I have a nice, cheap elasticated one from a local tack shop  Don't think it's any particular brand but it's nice quality. 
Only got it as I found the saddle tended to move back a touch on my last horse but it goes on Dan now as standard (can't be bothered buying a martingale!) as it's just an extra precaution. I wouldn't want to do XC at any level without as it was only doing small steps out of water the first time I noticed that all of a sudden my mares ears seemed very far away!


----------



## sam1am (20 July 2010)

old mill saddlery in N.I made mine like you chloe I love green!
Pic whilst in action:


----------



## deskbound (20 July 2010)

QR - silly open plan office - V check is like hunting but with the long bits across the shoulders in elastic.  I picked one up from Tiggas recently, really nice and doing the job very well. Am sure you'll find a myriad around the place, all much of a muchness but make sure the leather is decent...


----------



## Festive_Felicitations (20 July 2010)

It is very easy to get elasticated 'Y' breastplates in green (with a white stripe some times!) downunder so I would imagine you should be able to find one in Engerlad!
If not let me know...


----------



## kerilli (20 July 2010)

normal Y shape are fine, never had a problem, never had 1 rub. I won't go xc without one either. Get one asap, you! Nice fluffy sheepskin noseband cover in black or brown for the bit that crosses over the mane is a nice touch imho...


----------



## Prince33Sp4rkle (20 July 2010)

i personally HAVE to use a 5point, as otherwise stars ridiculously long shoulders shove my saddle back round his hips! (and yes it is properly fitted, he just has hugely flexible and very long shoulders, so theres a lot of movement).
tried an elastic V style and bog standard hunting and neither helped as much as the 5point.

and its pweeeeeetty!!!!!!


----------



## LEC (20 July 2010)

Love my racing breastplate more than anything. it looks smart and works well. I used a V check last year and also liked it but still had more normal breastplate as like to see a safety strap! I hate the look of the 5 point breastplates.


----------



## georgiegirl (20 July 2010)

I have a 5 point but have stopped using it and gone back to my good old hunting breastplate, no idea why really i just think the normal one looks more comfortable?
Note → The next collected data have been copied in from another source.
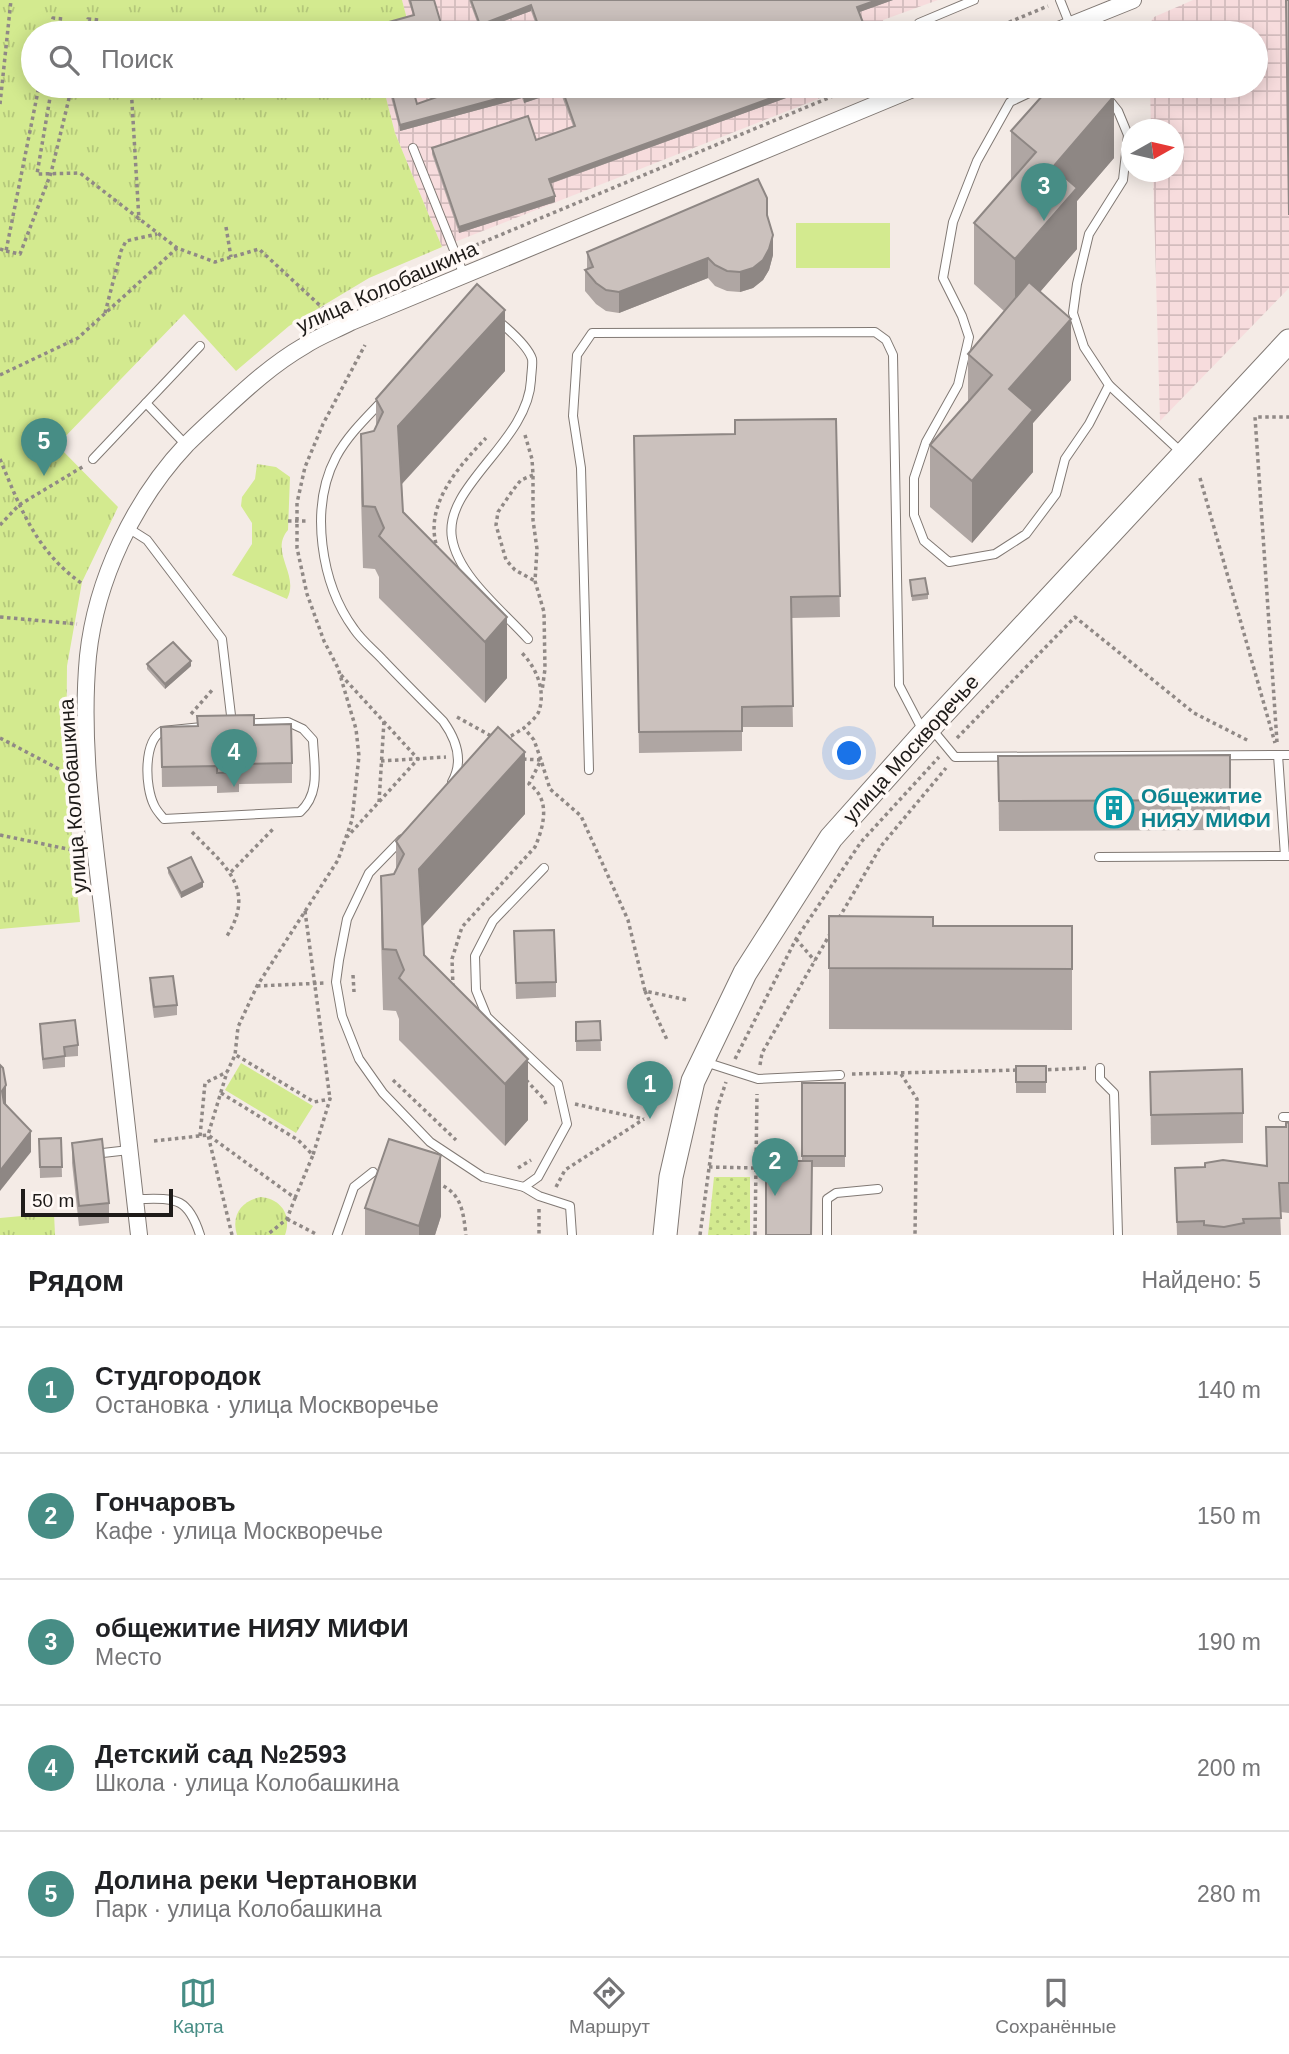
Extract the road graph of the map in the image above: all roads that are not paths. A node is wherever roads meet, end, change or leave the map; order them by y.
1 (974, 0) edge
2 (1060, 0) edge
3 (1133, 0) edge
4 (924, 21) edge
5 (1061, 21) edge
6 (1083, 21) edge
7 (892, 98) edge
8 (1020, 98) edge
9 (1108, 98) edge
10 (413, 148) dead end
11 (468, 277) junction
12 (493, 317) edge
13 (1289, 341) edge
14 (200, 346) dead end
15 (1109, 385) junction
16 (390, 393) edge
17 (146, 404) junction
18 (186, 445) junction
19 (1184, 455) junction
20 (93, 459) road end
21 (128, 528) junction
22 (528, 639) dead end
23 (232, 724) junction
24 (927, 730) junction
25 (1278, 755) junction
26 (1289, 755) edge
27 (589, 770) dead end
28 (448, 787) edge
29 (405, 835) edge
30 (1287, 856) edge
31 (1099, 857) dead end
32 (544, 868) dead end
33 (702, 1061) junction
34 (1100, 1068) road end
35 (840, 1075) road end
36 (129, 1150) junction
37 (81, 1155) edge
38 (373, 1172) dead end
39 (524, 1187) junction
40 (878, 1189) dead end
41 (135, 1199) junction
42 (139, 1235) edge
43 (200, 1235) edge
44 (337, 1235) edge
45 (572, 1235) edge
46 (665, 1235) edge
47 (827, 1235) edge
48 (1118, 1235) edge

1 - 4 lane
2 - 5 lane
3 - 6 street
7 - 11 street, улица Колобашкина
8 - 15 lane
9 - 15 lane
10 - 11 lane
11 - 18 street, улица Колобашкина
12 - 22 lane
13 - 19 main road, улица Москворечье
14 - 17 lane
15 - 19 lane
16 - 28 lane
17 - 18 lane
17 - 20 lane
18 - 21 street, улица Колобашкина
19 - 24 main road, улица Москворечье
21 - 23 lane
21 - 36 street, улица Колобашкина
23 - 23 lane
24 - 25 lane
24 - 27 lane
24 - 33 main road, улица Москворечье
25 - 26 lane
25 - 30 lane
29 - 39 lane
30 - 31 lane
32 - 39 lane
33 - 35 lane
33 - 46 main road, улица Москворечье
34 - 48 lane
36 - 37 lane
36 - 41 street, улица Колобашкина
38 - 44 lane
39 - 45 lane
40 - 47 lane
41 - 42 street, улица Колобашкина
41 - 43 lane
I wouldnt go xc without one.....i used mine a winch to get me back on once when i was hanging down near the ground somewhere near my horses shoulders, poor lad stood like a rock whist i desperately tried not to touch the floor! (we went on to jump clear mind!)


----------



## CrazyMare (20 July 2010)

I have a hunting breastplate, and I used to use it whenever I went XC - because my saddle had a tendancy to slip. Replaced girth with a non elasticated leather one and solved that problem.
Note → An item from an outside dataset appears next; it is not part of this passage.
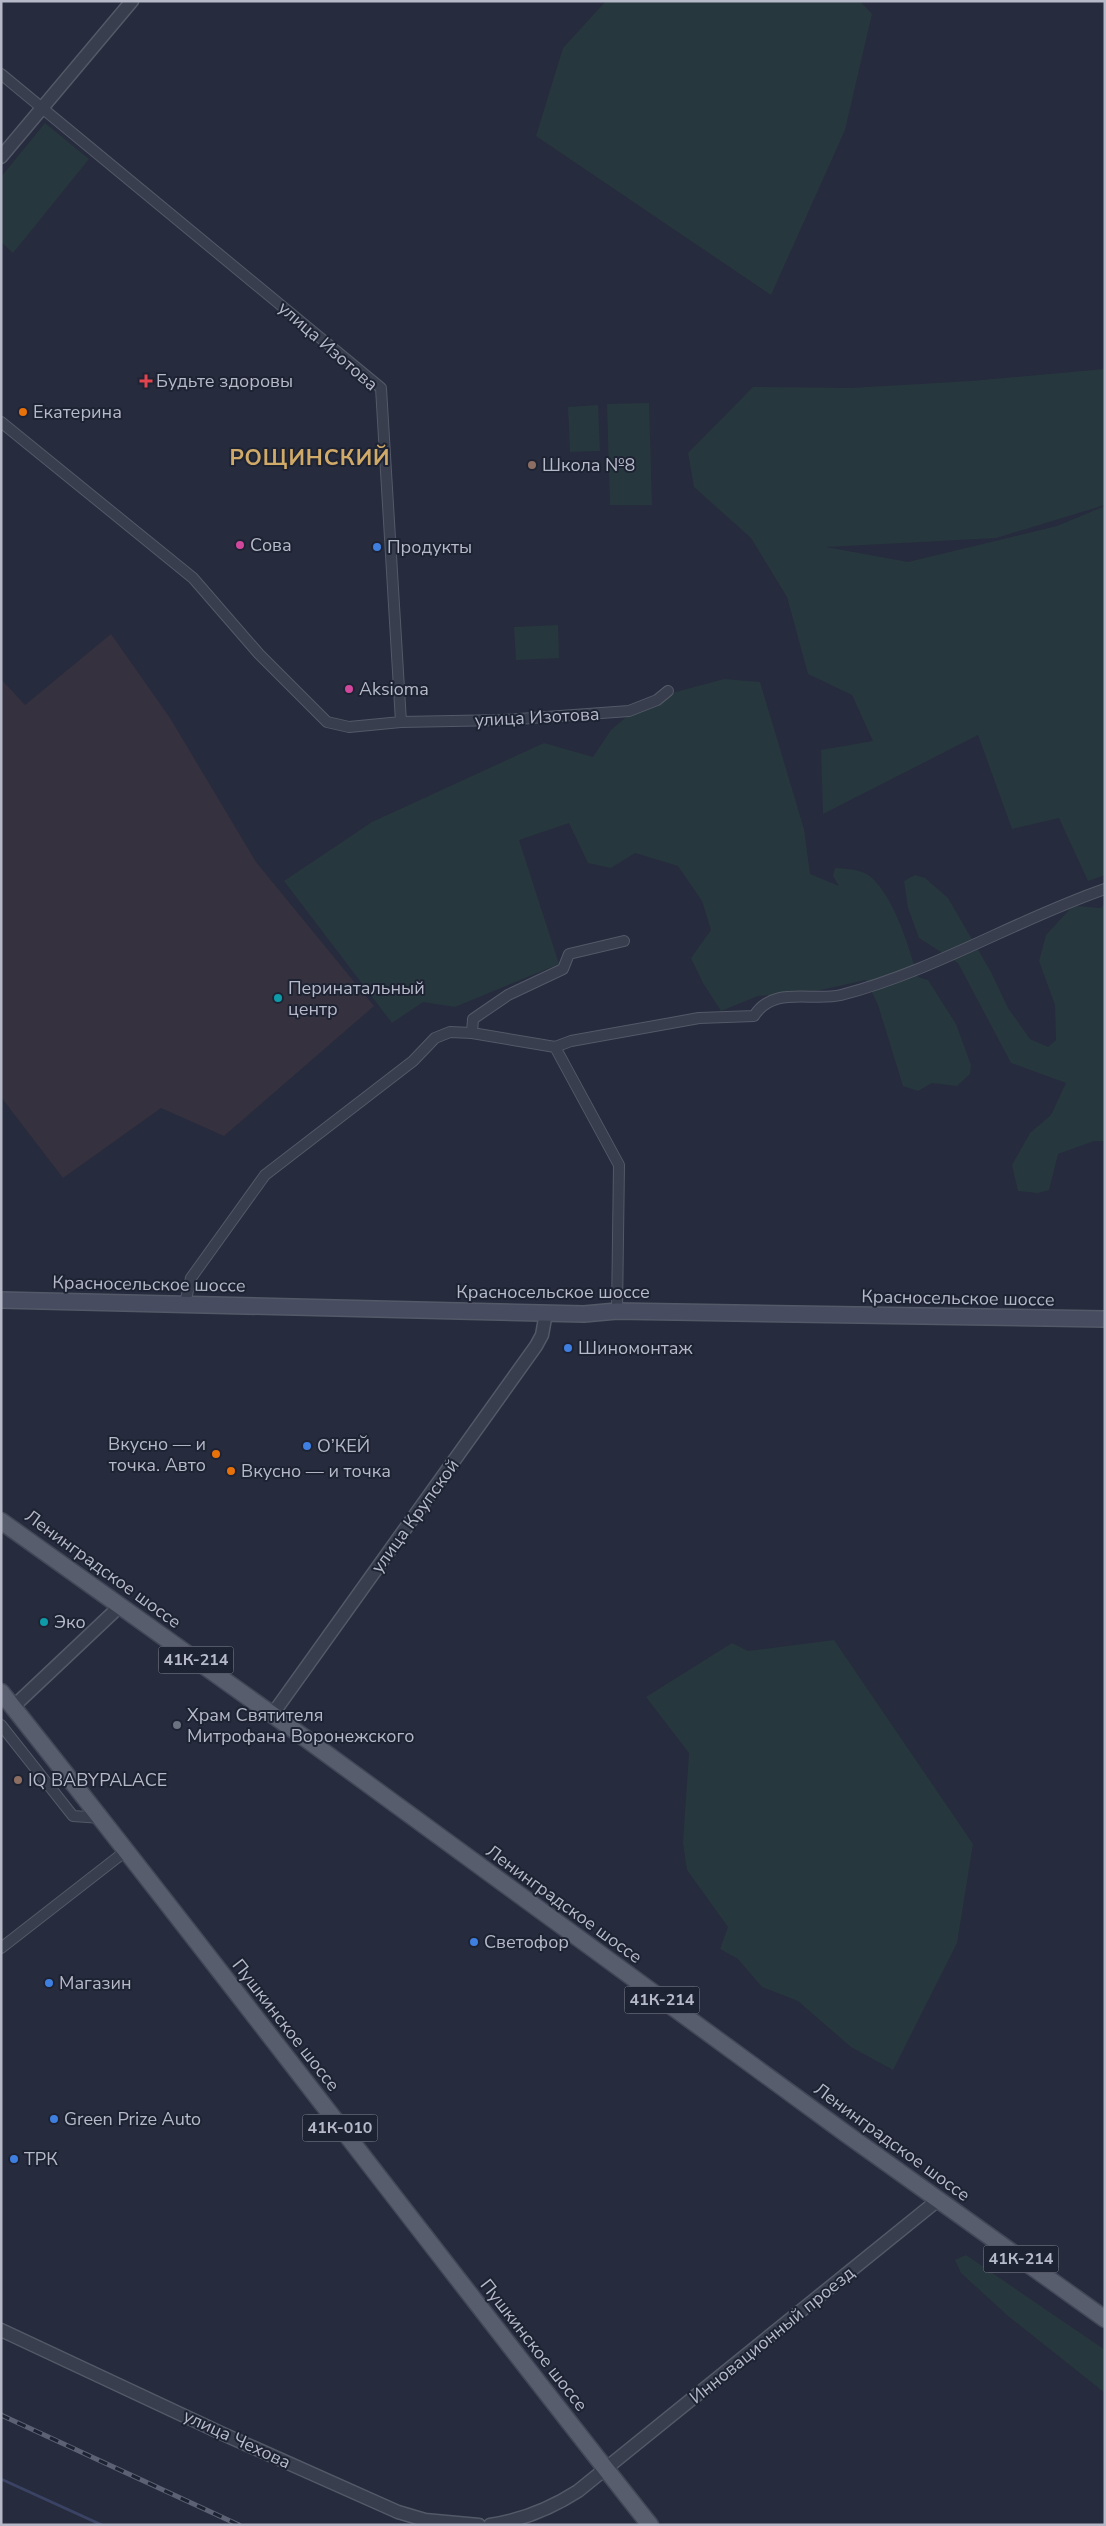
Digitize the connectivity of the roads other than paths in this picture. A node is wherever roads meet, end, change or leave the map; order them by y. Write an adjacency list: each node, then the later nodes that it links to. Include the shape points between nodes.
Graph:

Kept the hunting breastplate and used it sometimes, but have now found a 5 point in pony size - am considering as extra 'saddle security', along with the over girth I've just been given!


----------



## aregona (20 July 2010)

my oliver T breastplate arrived this morning, 5 point. £60 including postage and its very nice for the money.


----------



## KatB (20 July 2010)

I had a 5point on goddy because of his huge shoulder, I liked the extra security. However, he jumped better without it, so I sold it! Use an elasticated v check on madam, with martingale.


----------



## jenbleep (20 July 2010)

Question - 

I like the look of the elasticated breastplate here (third photo down)

http://www.madetomeasurebridles.co.uk/martingales_breastplates.htm

What are peoples opinions on these, would you say that they do the job well?!


----------



## Kokopelli (20 July 2010)

I think 5 point are good but your paying a lot extra for what it is.

If your worried about teh fact he's never had a martingale you could get just a breast plate and not have martingale attachments. I got a plain one like this from my local tack shop, you just gotta look around.


----------



## simplyhunting (20 July 2010)

Had a 5 point on my mare for sj and xc as she's a big shouldered girly. Felt it did save me once jumping over a drop into water when saddle slipped sideways , felt breastplate 'hold' it and prevent it from spinning off the side! rather useful 

 However found it more of a chore on tack cleaning! So do prefer the traditional hunter style ones with the straps across the withers (like this part as its an extra holding on handle -just in case  especially useful when riding the baby's!) Never gone xc without a breastplate tbh.


----------



## TheMule (20 July 2010)

I use a very basic elasticated breast girth which is fabulous- a perfect neck strap for tricky moments and a lot of saddle security.
I dont like V checks so much as they pull down at the front of the saddle if they come into play. 5 points can be too restrictive to the jump a nd I've seen several really lose their jump in them.


----------